Over 10 million users across the globe rely on Slack everyday to collaborate with their colleagues. As our user base has grown, so has our focus on enhancing the performance of our features and ensuring their ability to perform under load. This was especially true for Enterprise Key Management (EKM), which launched earlier this year for Enterprise Grid customers.
EKM allows our most security-conscious customers to use their own keys to encrypt and decrypt their data in Slack, including fundamental aspects of Slack such as sending and receiving messages. Our goal was to ensure that it would work seamlessly at scale when we launched.
We’d like to share our strategy for load testing EKM, how our tooling reinforces service ownership, and how this tool (and others like it) can act as force-multipliers for other engineers.
6 Steps to load testing EKM
Context is key
Designing load tests for this feature required a meticulous understanding of EKM and a systems-level view of how it fits within the greater Slack architecture.
Slack has a (sometimes surprisingly) complex architecture with many services that work together in order to respond to requests as fast as possible. At a high level, there is a backend server which we will refer to as
webapp, which is responsible for handling web/API requests and federating database access.
Webapp talks to a set of real-time stateful services, which handle the fanning out of events to connected clients. This allows us to send messages in real time and know the moment our colleagues begin typing in a given channel.
EKM is a new service within Slack’s architecture which
webapp hooks into. As a result, our native clients are unaware of the EKM service and encryption and decryption is handled by
webapp. We designed our tests with a focus on the server-side APIs, where we could easily measure EKM’s impact on real-time services.
1. Identifying critical paths
Our tests were built to place sustained load on our web APIs and observe the impact on database health and the real time services.
The first step was to identify endpoints that serve message and file data, since those requests result in a downstream connection from
webapp to EKM for encryption/decryption. To do this, we analyzed API usage patterns by our native clients (iOS, Android, desktop, web) and selected endpoints that were (1) most frequently called and (2) interacted with the EKM service.
2. Gathering a baseline
It was crucial for us to gather baseline values to guide our analyses and better understand our test results. We created a target benchmark based on the average rate of requests for our largest enterprise customers during peak hours. We then compared the success rate and response timings of the load testing against the benchmark.
Our goal was to simulate double the load created by our largest customers during our tests, so that we could be confident that the service will perform for customers today and into the future as we continue to grow.

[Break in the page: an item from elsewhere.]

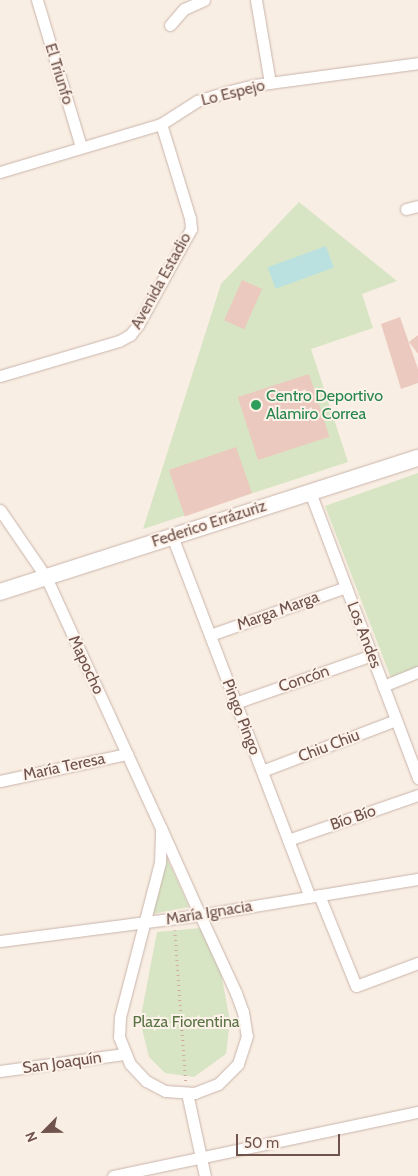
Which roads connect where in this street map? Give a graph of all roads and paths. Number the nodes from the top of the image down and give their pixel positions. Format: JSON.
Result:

3. Creating consistent test environments
A critical component of load testing is creating environments that will mimic production users and workspaces. To make this process easier, we created a tool for quickly spinning up workspaces and users, then populating them with ample message and file data. Since we wanted to compare our experimental data against a baseline, we relied on this tool to create and populate two orgs, one control and one with the EKM feature enabled. This tool allowed us to create near-identical enterprises with identical data, thus reducing the noise in our analysis.
4. One tool to rule them all
Before we took on this project, there were many load testing tools available, scattered across different repos. Our first plan of action was to consolidate the different tools and make them more accessible, which led to the birth of a new
loadtest service. This new service allowed us to generate API calls and execute them all within a single place.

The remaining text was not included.